The CAV1 gene codes for Caveolin 1, a key protein in the plasma membrane of individual cells. The plasma membrane surrounds the cell and contains a multitude of molecules that enable the cell to send and receive information to and from the environment. Caveolin 1 helps regulate many cellular functions, including tumor suppression; but also vesicle trafficking, the movement of important biochemical signal molecules through vesicles in the cell, or the traffic of molecules between different membrane-enclosed compartments in the cell; and cellular senescence, the phenomenon in which cells stop growing and dividing.
"This study may contribute to a better understanding of the pathogenic mechanisms that contribute to the severe reduction of body fat, the appearance of premature aging, as well as the serious medical problems that affect our patient," said Dr. Vinodh Narayanan, Medical Director of TGen's Center for Rare Childhood Disorders, and also an author of the PLOS ONE paper. "Such understanding may lead to better approaches to her treatment, and allow us to anticipate, detect and treat complications before they become severe."

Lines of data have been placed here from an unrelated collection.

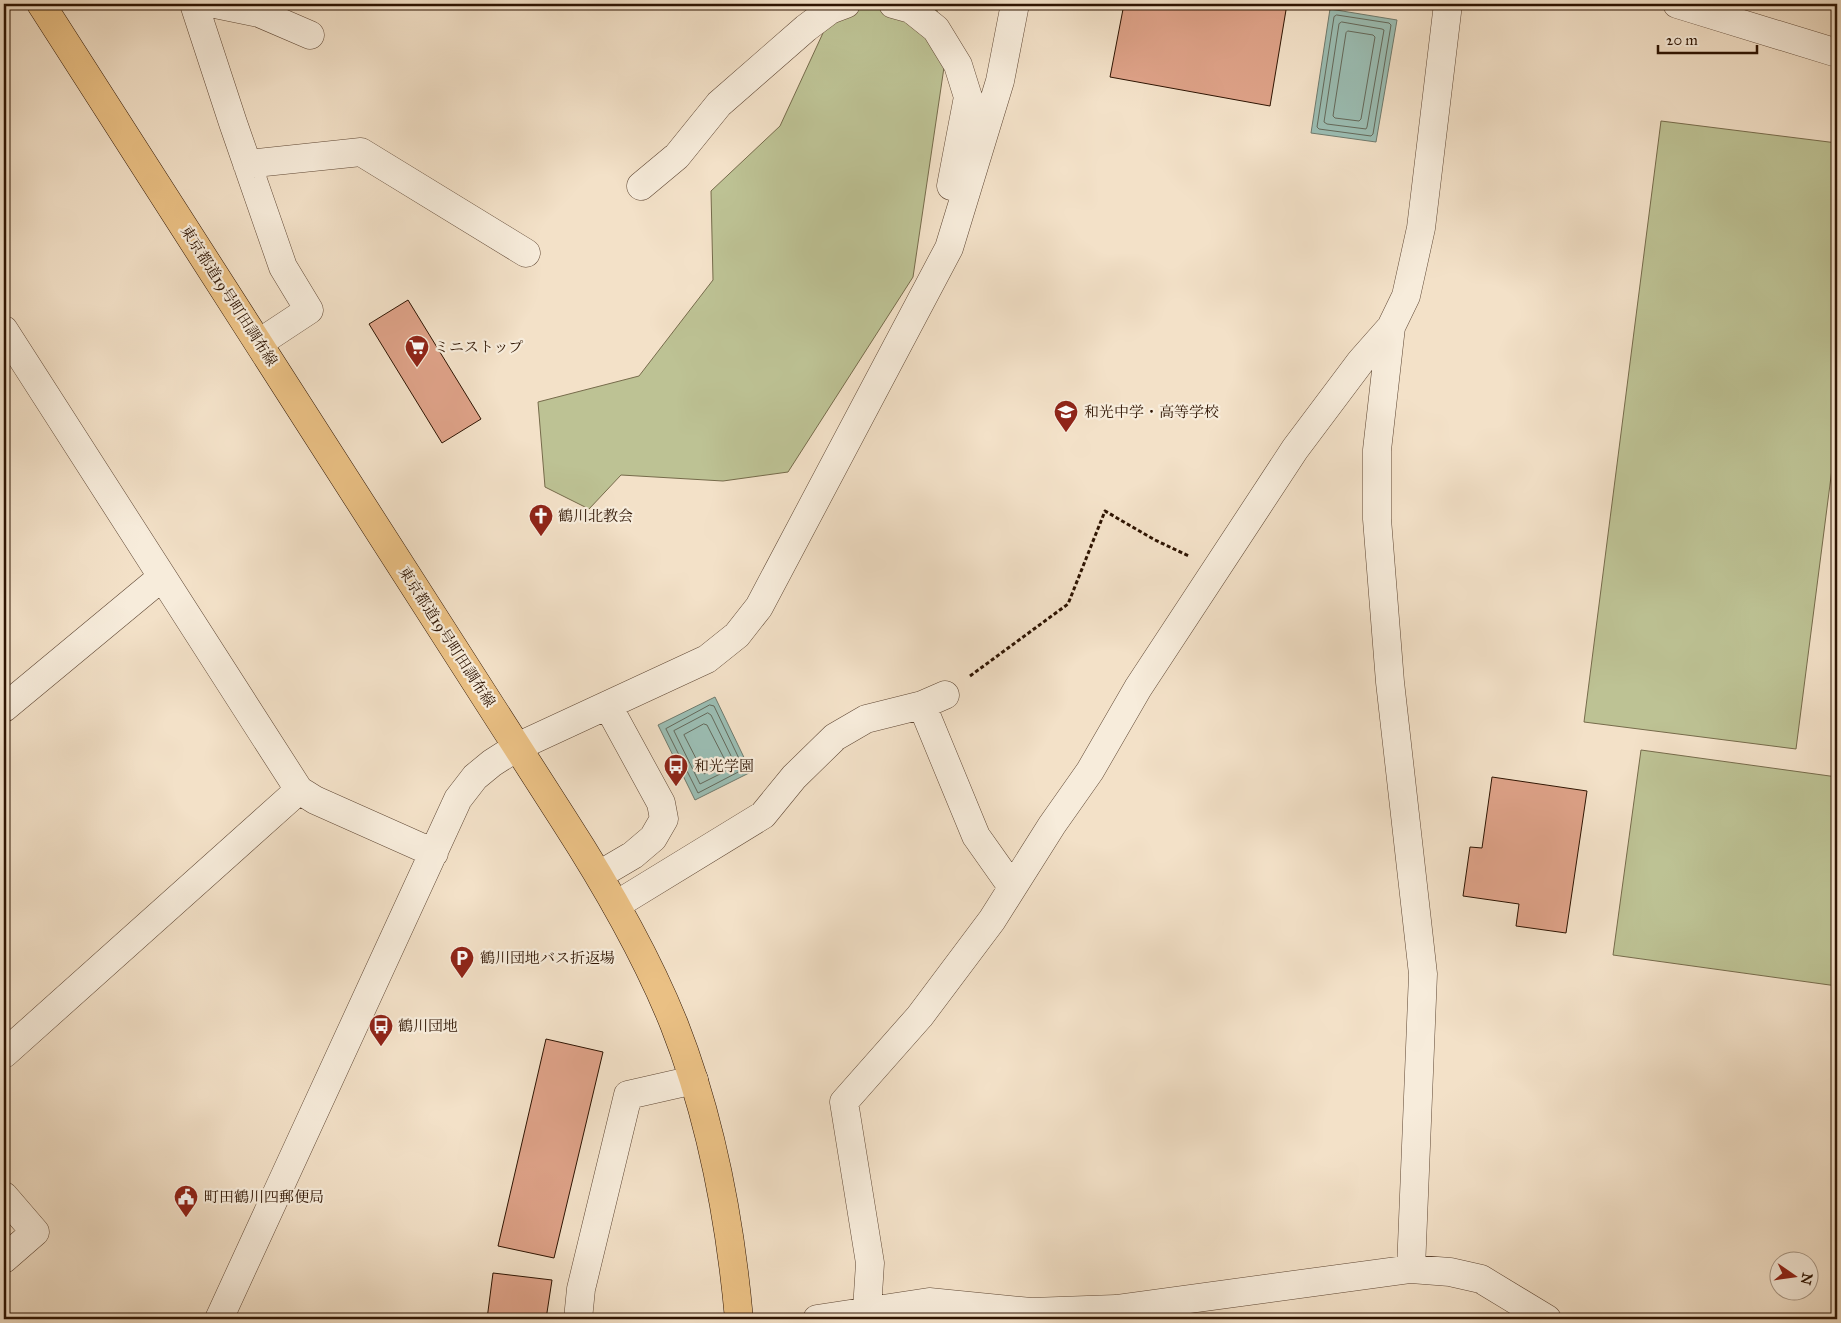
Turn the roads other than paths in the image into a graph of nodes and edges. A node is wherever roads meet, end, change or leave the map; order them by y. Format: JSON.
{"nodes":[{"id":1,"x":41,"y":4,"type":"edge"},
{"id":2,"x":194,"y":4,"type":"edge"},
{"id":3,"x":215,"y":4,"type":"edge"},
{"id":4,"x":846,"y":4,"type":"edge"},
{"id":5,"x":892,"y":4,"type":"edge"},
{"id":6,"x":1015,"y":4,"type":"edge"},
{"id":7,"x":1448,"y":4,"type":"edge"},
{"id":8,"x":1677,"y":4,"type":"edge"},
{"id":9,"x":310,"y":35,"type":"dead end"},
{"id":10,"x":1837,"y":53,"type":"edge"},
{"id":11,"x":247,"y":164,"type":"junction"},
{"id":12,"x":641,"y":186,"type":"dead end"},
{"id":13,"x":949,"y":248,"type":"junction"},
{"id":14,"x":526,"y":253,"type":"dead end"},
{"id":15,"x":1391,"y":327,"type":"junction"},
{"id":16,"x":7,"y":342,"type":"edge"},
{"id":17,"x":259,"y":343,"type":"junction"},
{"id":18,"x":162,"y":577,"type":"junction"},
{"id":19,"x":608,"y":706,"type":"junction"},
{"id":20,"x":4,"y":708,"type":"edge"},
{"id":21,"x":517,"y":747,"type":"junction"},
{"id":22,"x":299,"y":790,"type":"junction"},
{"id":23,"x":434,"y":853,"type":"junction"},
{"id":24,"x":599,"y":875,"type":"junction"},
{"id":25,"x":1012,"y":887,"type":"junction"},
{"id":26,"x":616,"y":904,"type":"junction"},
{"id":27,"x":4,"y":1054,"type":"edge"},
{"id":28,"x":694,"y":1080,"type":"junction"},
{"id":29,"x":4,"y":1196,"type":"edge"},
{"id":30,"x":4,"y":1258,"type":"edge"},
{"id":31,"x":1411,"y":1269,"type":"junction"},
{"id":32,"x":867,"y":1310,"type":"junction"},
{"id":33,"x":219,"y":1319,"type":"edge"},
{"id":34,"x":578,"y":1319,"type":"edge"},
{"id":35,"x":739,"y":1319,"type":"edge"},
{"id":36,"x":817,"y":1319,"type":"edge"},
{"id":37,"x":1547,"y":1319,"type":"edge"}],
"edges":[{"from":1,"to":17,"type":"main road","name":"東京都道19号町田調布線"},
{"from":2,"to":11,"type":"street"},
{"from":3,"to":9,"type":"street"},
{"from":4,"to":12,"type":"street"},
{"from":5,"to":13,"type":"street"},
{"from":6,"to":13,"type":"street"},
{"from":7,"to":15,"type":"street"},
{"from":8,"to":10,"type":"street"},
{"from":11,"to":14,"type":"street"},
{"from":11,"to":17,"type":"street"},
{"from":13,"to":19,"type":"street"},
{"from":15,"to":25,"type":"street"},
{"from":15,"to":31,"type":"street"},
{"from":16,"to":18,"type":"street"},
{"from":17,"to":21,"type":"main road","name":"東京都道19号町田調布線"},
{"from":18,"to":20,"type":"street"},
{"from":18,"to":22,"type":"street"},
{"from":19,"to":21,"type":"street"},
{"from":19,"to":24,"type":"street"},
{"from":21,"to":23,"type":"street"},
{"from":21,"to":24,"type":"main road","name":"東京都道19号町田調布線"},
{"from":22,"to":23,"type":"street"},
{"from":22,"to":27,"type":"street"},
{"from":23,"to":33,"type":"street"},
{"from":24,"to":26,"type":"main road","name":"東京都道19号町田調布線"},
{"from":25,"to":26,"type":"street"},
{"from":25,"to":32,"type":"street"},
{"from":26,"to":28,"type":"main road","name":"東京都道19号町田調布線"},
{"from":28,"to":34,"type":"street"},
{"from":28,"to":35,"type":"main road","name":"東京都道19号町田調布線"},
{"from":29,"to":30,"type":"street"},
{"from":31,"to":32,"type":"street"},
{"from":31,"to":37,"type":"street"},
{"from":32,"to":36,"type":"street"}]}
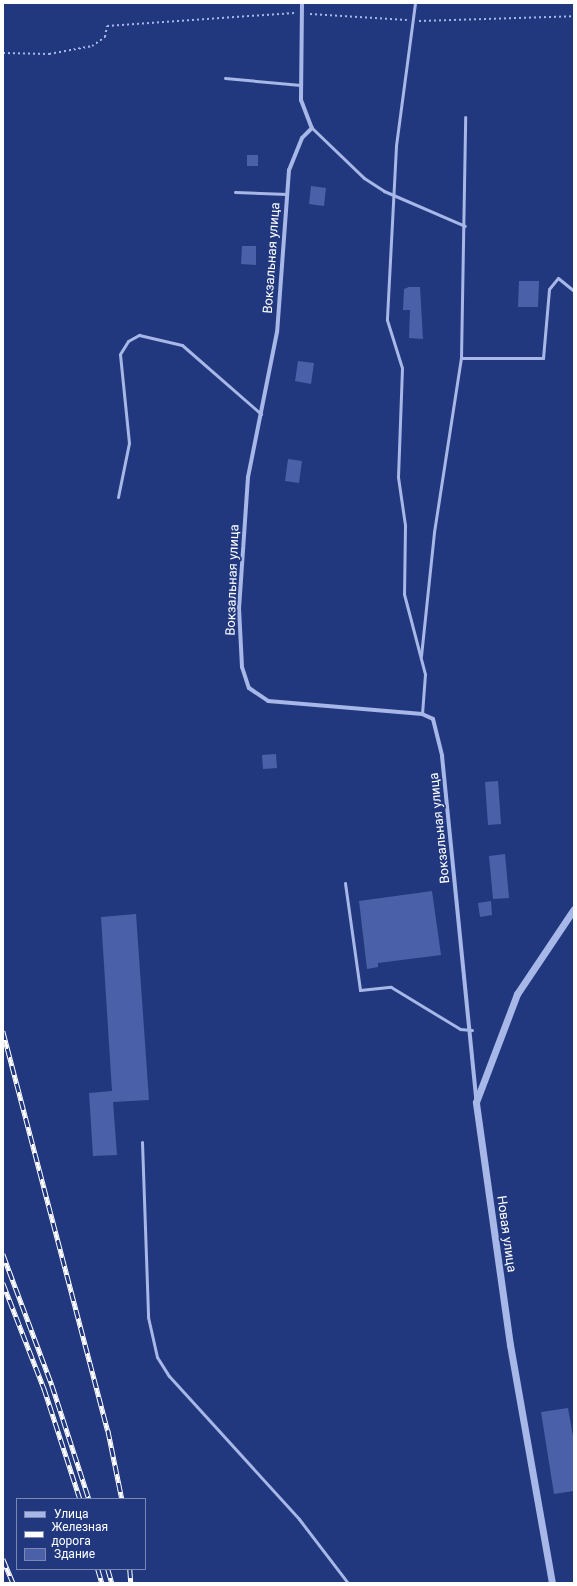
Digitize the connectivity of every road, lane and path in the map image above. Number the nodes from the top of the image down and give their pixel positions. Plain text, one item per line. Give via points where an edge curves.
1 (302, 3) edge
2 (415, 3) edge
3 (302, 13) junction
4 (574, 16) edge
5 (414, 21) junction
6 (3, 53) edge
7 (225, 78) dead end
8 (301, 85) junction
9 (465, 116) dead end
10 (312, 128) junction
11 (235, 192) dead end
12 (287, 194) junction
13 (396, 196) junction
14 (465, 226) junction
15 (574, 291) edge
16 (461, 358) junction
17 (261, 414) junction
18 (118, 497) dead end
19 (420, 658) junction
20 (422, 714) junction
21 (345, 884) dead end
22 (574, 909) edge
23 (472, 1030) junction
24 (476, 1102) junction
25 (142, 1142) dead end
26 (348, 1583) edge
27 (552, 1583) edge

1 - 3 street
2 - 5 lane
3 - 5 path
3 - 6 path via 107,26 105,37 92,46 49,54
3 - 8 street
4 - 5 path
5 - 13 lane via 396,146
7 - 8 lane
8 - 10 street via 301,100
9 - 14 lane
10 - 12 street, Вокзальная улица via 302,138 289,170
10 - 13 lane via 364,178
11 - 12 lane
12 - 17 street, Вокзальная улица via 277,332
13 - 14 lane
13 - 19 lane via 387,320 402,368 398,477 405,525 404,594
14 - 16 lane
15 - 16 lane via 558,278 549,289 543,358
16 - 19 lane via 434,532
17 - 18 lane via 182,345 139,335 128,340 120,354 120,372 129,443
17 - 20 street, Вокзальная улица via 248,477 239,608 242,667 249,688 268,701
19 - 20 lane via 425,674
20 - 23 street, Вокзальная улица via 433,719 442,756
21 - 23 lane via 360,990 391,987 460,1029
22 - 24 street, Новая улица via 517,994
23 - 24 street, Вокзальная улица
24 - 27 street, Новая улица via 510,1346
25 - 26 lane via 148,1317 157,1357 169,1376 294,1513

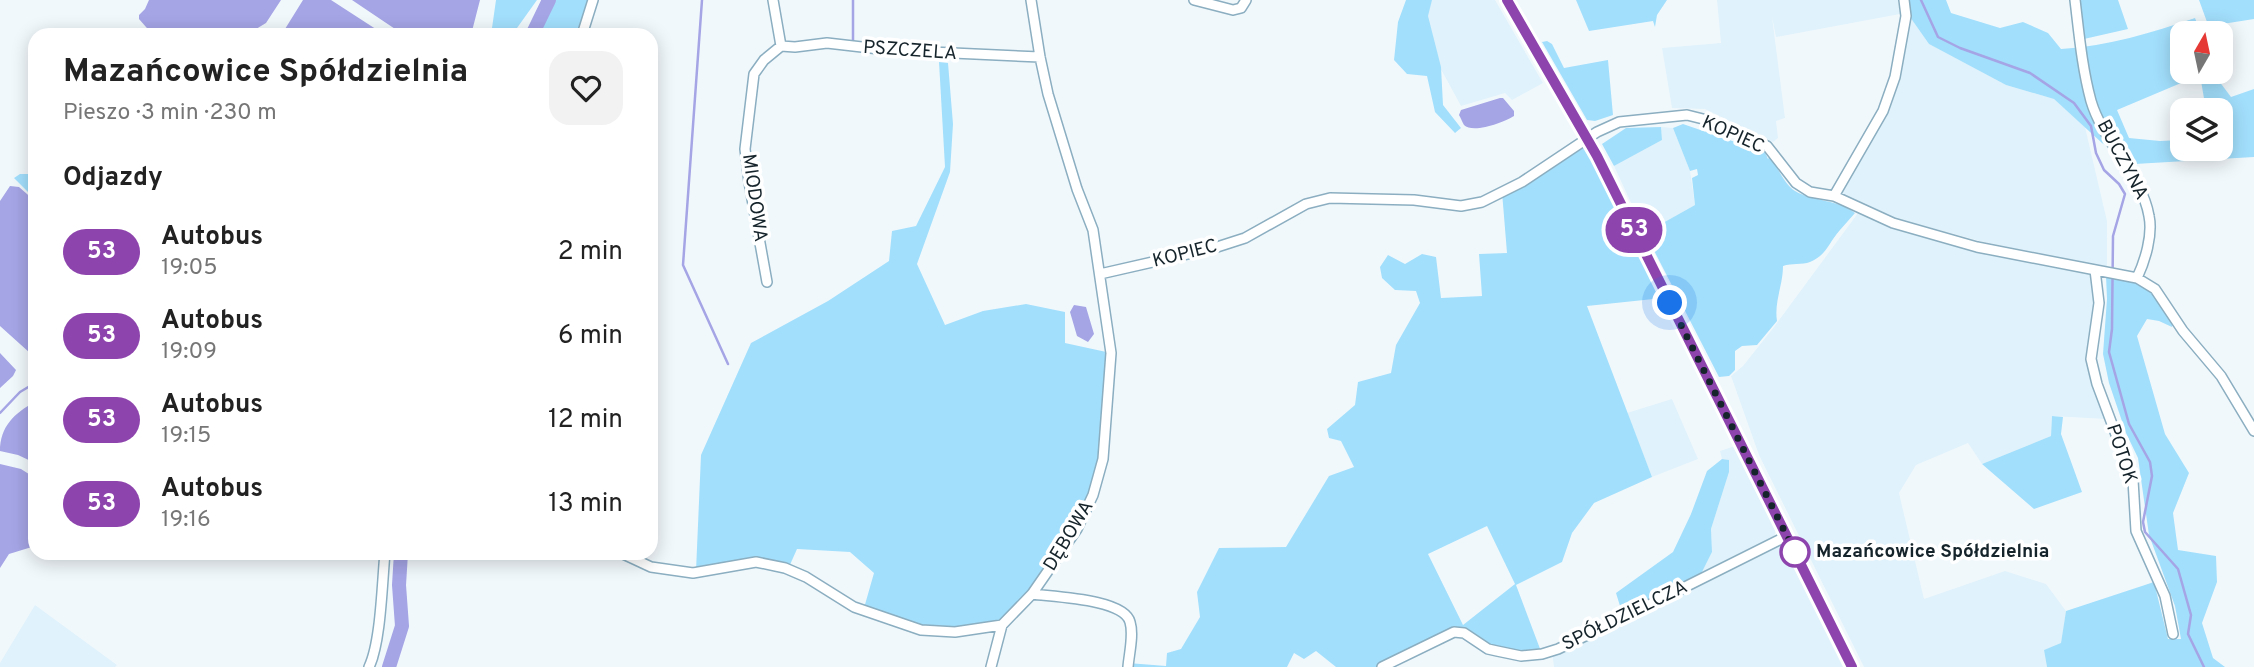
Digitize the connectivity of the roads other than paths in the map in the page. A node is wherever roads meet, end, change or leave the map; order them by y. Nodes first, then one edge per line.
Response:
1 (593, 0) edge
2 (774, 0) edge
3 (1031, 0) edge
4 (1194, 0) edge
5 (1246, 0) edge
6 (1507, 0) edge
7 (1904, 0) edge
8 (2075, 0) edge
9 (584, 28) edge
10 (781, 46) junction
11 (1040, 57) junction
12 (1588, 138) junction
13 (1834, 196) junction
14 (2100, 271) junction
15 (1101, 274) junction
16 (2137, 278) junction
17 (767, 282) dead end
18 (2254, 431) edge
19 (1787, 536) junction
20 (384, 560) edge
21 (636, 560) edge
22 (1032, 594) junction
23 (1002, 625) junction
24 (2173, 634) dead end
25 (369, 667) edge
26 (992, 667) edge
27 (1128, 667) edge
28 (1382, 667) edge
29 (1852, 667) edge

1 - 9 street
2 - 10 street
3 - 11 street, DĘBOWA
4 - 5 street
6 - 12 street
7 - 13 street
8 - 16 street, BUCZYNA
10 - 11 street, PSZCZELA
10 - 17 street, MIODOWA
11 - 15 street, DĘBOWA
12 - 13 street, KOPIEC
12 - 15 street, KOPIEC
12 - 19 street
13 - 14 street, KOPIEC
14 - 16 street, KOPIEC
14 - 24 street, POTOK
15 - 22 street, DĘBOWA
16 - 18 street, KOPIEC
19 - 28 street, SPÓŁDZIELCZA
19 - 29 street
20 - 25 street
21 - 23 street
22 - 23 street, DĘBOWA
22 - 27 street
23 - 26 street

The patient's lack of body fat could be due to the cumulative combination of the defective functions not only of the CAV1 gene, but also of the LPIN1 and ADPAT2 genes, the study said.
Despite her premature aging appearance, the patient shows no neurological problems, said Dr. Isabelle Schrauwen, a Research Assistant Professor in Dr. Huentelman's lab and the lead author of the scientific paper.
"She has been active, playful, interactive and well spoken. In fact it has always been such a treat to see her smiling face at our Center outreach events," Dr. Schrauwen said. "We really owe a debt of gratitude to her, her family, and all of the families who work with us at the Center. Without their commitment to research we wouldn't be where we are today."